**RECORDS TO USE**
*** Block opens ***

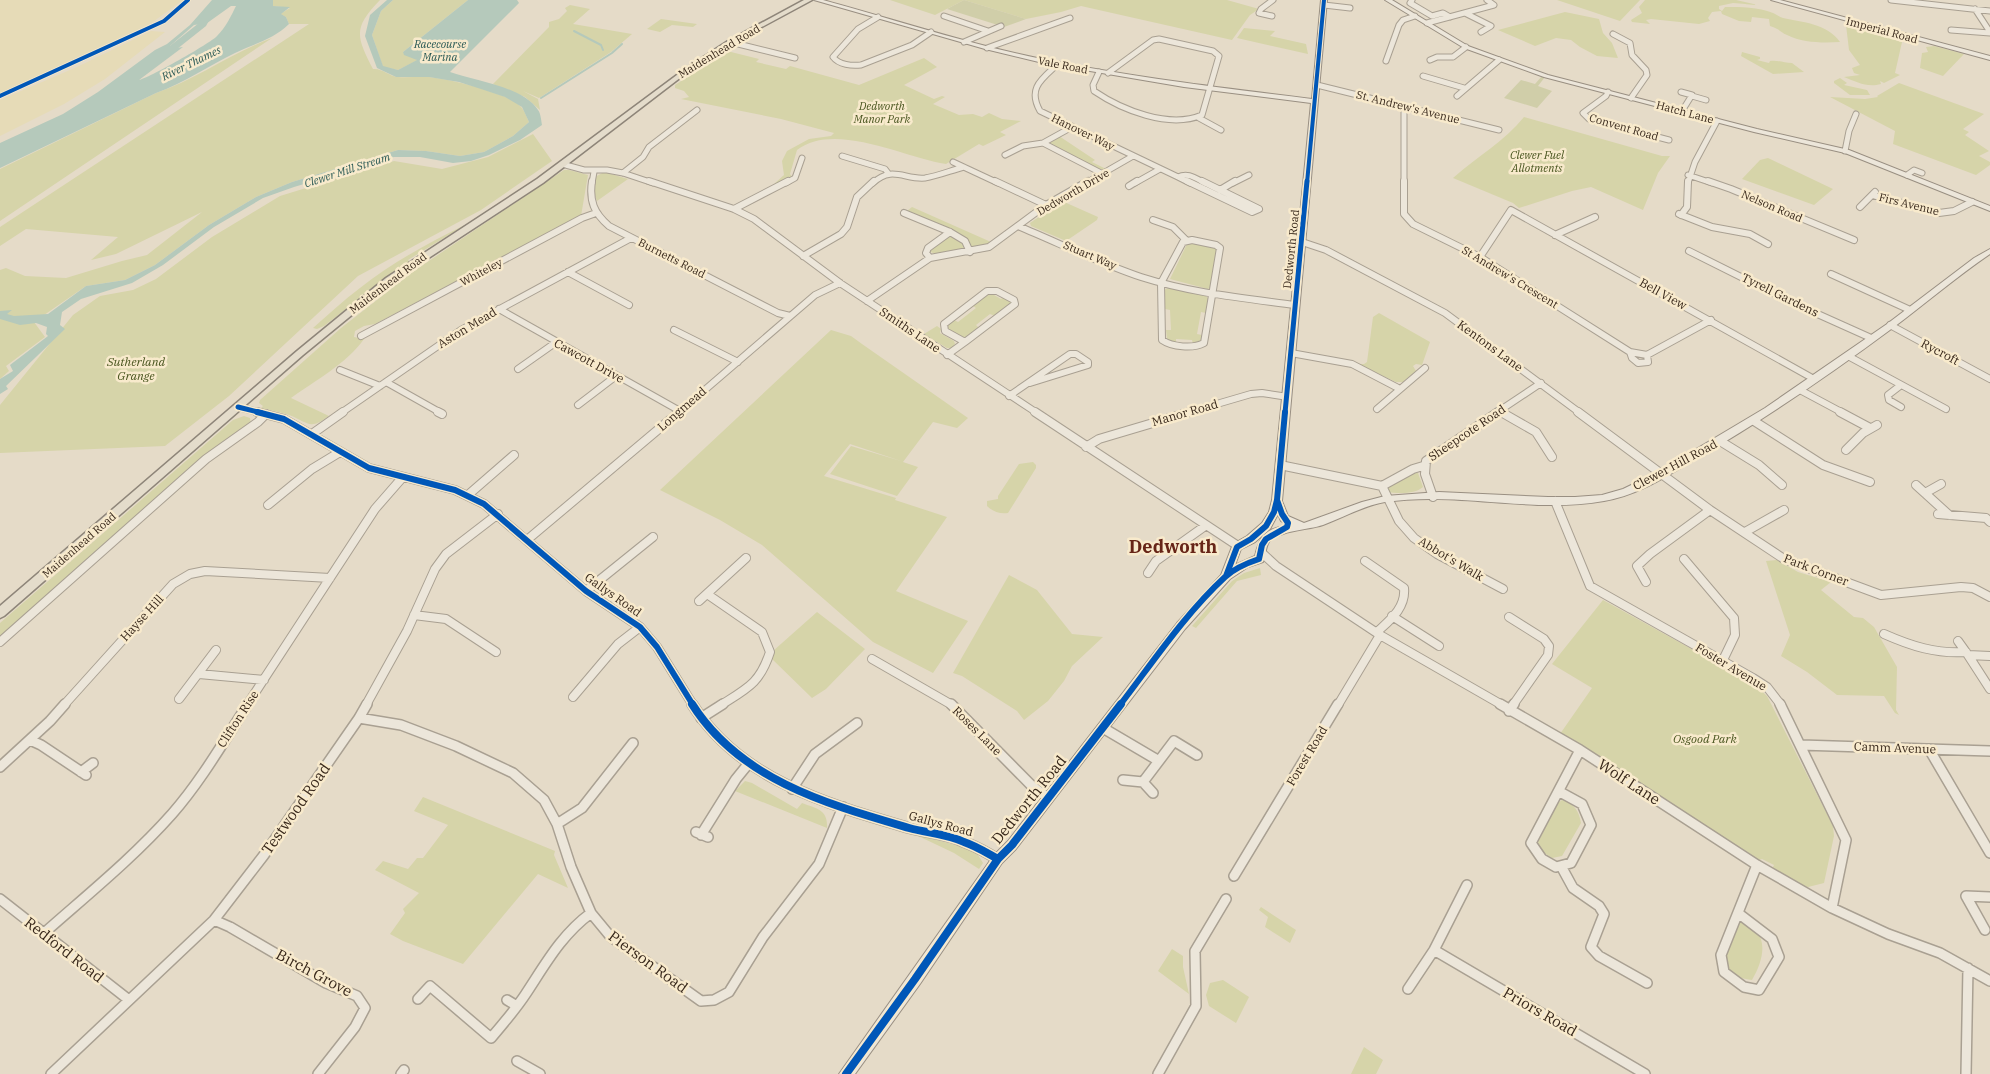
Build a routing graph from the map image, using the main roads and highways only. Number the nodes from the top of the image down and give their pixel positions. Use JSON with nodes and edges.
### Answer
{"nodes":[{"id":1,"x":810,"y":0,"type":"edge"},
{"id":2,"x":817,"y":0,"type":"edge"},
{"id":3,"x":1388,"y":0,"type":"edge"},
{"id":4,"x":1774,"y":0,"type":"edge"},
{"id":5,"x":1324,"y":3,"type":"edge"},
{"id":6,"x":1990,"y":58,"type":"edge"},
{"id":7,"x":1314,"y":101,"type":"junction"},
{"id":8,"x":1990,"y":209,"type":"edge"},
{"id":9,"x":1989,"y":252,"type":"edge"},
{"id":10,"x":1277,"y":500,"type":"junction"},
{"id":11,"x":1269,"y":520,"type":"junction"},
{"id":12,"x":1283,"y":524,"type":"junction"},
{"id":13,"x":1241,"y":547,"type":"junction"},
{"id":14,"x":1258,"y":556,"type":"junction"},
{"id":15,"x":1226,"y":576,"type":"junction"},
{"id":16,"x":0,"y":613,"type":"edge"},
{"id":17,"x":846,"y":1074,"type":"edge"}],
"edges":[{"from":1,"to":16,"type":"main road","name":"Maidenhead Road"},
{"from":2,"to":7,"type":"main road","name":"Vale Road"},
{"from":3,"to":8,"type":"main road","name":"Hatch Lane"},
{"from":4,"to":6,"type":"main road","name":"Imperial Road"},
{"from":5,"to":7,"type":"main road","name":"Dedworth Road"},
{"from":7,"to":10,"type":"main road","name":"Dedworth Road"},
{"from":9,"to":12,"type":"main road","name":"Clewer Hill Road"},
{"from":10,"to":11,"type":"main road","name":"Dedworth Road"},
{"from":10,"to":12,"type":"main road","name":"Dedworth Road"},
{"from":11,"to":12,"type":"main road"},
{"from":11,"to":13,"type":"main road","name":"Dedworth Road"},
{"from":12,"to":14,"type":"main road","name":"Dedworth Road"},
{"from":13,"to":14,"type":"main road"},
{"from":13,"to":14,"type":"main road"},
{"from":13,"to":15,"type":"main road","name":"Dedworth Road"},
{"from":14,"to":15,"type":"main road","name":"Dedworth Road"},
{"from":15,"to":17,"type":"main road","name":"Dedworth Road"}]}
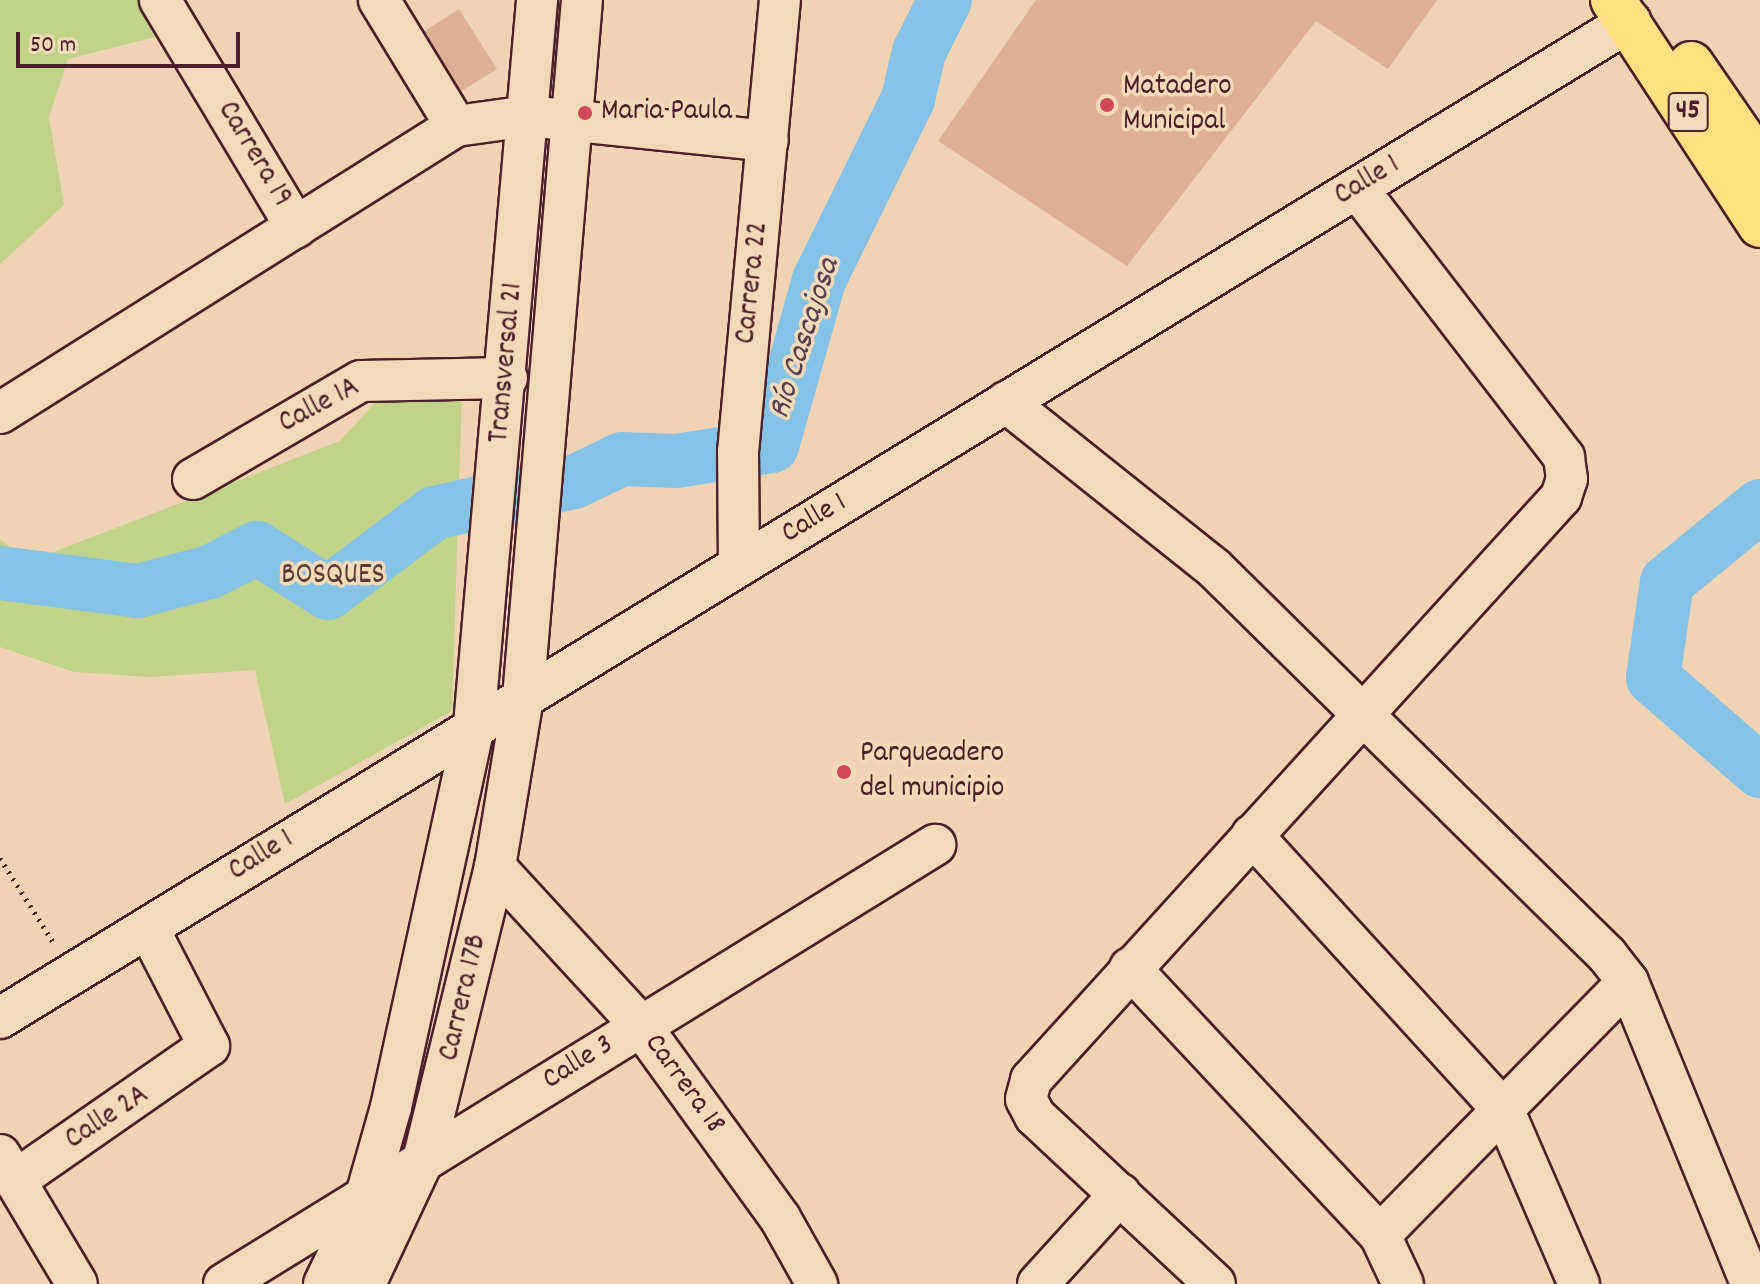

*** Block closes ***

**BRIEF**
Copy out the listing above in full and leave out its pictures.

**WRITTEN RESPONSE**
Build a routing graph from the map image, using the main roads and highways only. Number the nodes from the top of the image down and give their pixel positions. Use JSON with nodes and edges.
### Answer
{"nodes":[{"id":1,"x":810,"y":0,"type":"edge"},
{"id":2,"x":817,"y":0,"type":"edge"},
{"id":3,"x":1388,"y":0,"type":"edge"},
{"id":4,"x":1774,"y":0,"type":"edge"},
{"id":5,"x":1324,"y":3,"type":"edge"},
{"id":6,"x":1990,"y":58,"type":"edge"},
{"id":7,"x":1314,"y":101,"type":"junction"},
{"id":8,"x":1990,"y":209,"type":"edge"},
{"id":9,"x":1989,"y":252,"type":"edge"},
{"id":10,"x":1277,"y":500,"type":"junction"},
{"id":11,"x":1269,"y":520,"type":"junction"},
{"id":12,"x":1283,"y":524,"type":"junction"},
{"id":13,"x":1241,"y":547,"type":"junction"},
{"id":14,"x":1258,"y":556,"type":"junction"},
{"id":15,"x":1226,"y":576,"type":"junction"},
{"id":16,"x":0,"y":613,"type":"edge"},
{"id":17,"x":846,"y":1074,"type":"edge"}],
"edges":[{"from":1,"to":16,"type":"main road","name":"Maidenhead Road"},
{"from":2,"to":7,"type":"main road","name":"Vale Road"},
{"from":3,"to":8,"type":"main road","name":"Hatch Lane"},
{"from":4,"to":6,"type":"main road","name":"Imperial Road"},
{"from":5,"to":7,"type":"main road","name":"Dedworth Road"},
{"from":7,"to":10,"type":"main road","name":"Dedworth Road"},
{"from":9,"to":12,"type":"main road","name":"Clewer Hill Road"},
{"from":10,"to":11,"type":"main road","name":"Dedworth Road"},
{"from":10,"to":12,"type":"main road","name":"Dedworth Road"},
{"from":11,"to":12,"type":"main road"},
{"from":11,"to":13,"type":"main road","name":"Dedworth Road"},
{"from":12,"to":14,"type":"main road","name":"Dedworth Road"},
{"from":13,"to":14,"type":"main road"},
{"from":13,"to":14,"type":"main road"},
{"from":13,"to":15,"type":"main road","name":"Dedworth Road"},
{"from":14,"to":15,"type":"main road","name":"Dedworth Road"},
{"from":15,"to":17,"type":"main road","name":"Dedworth Road"}]}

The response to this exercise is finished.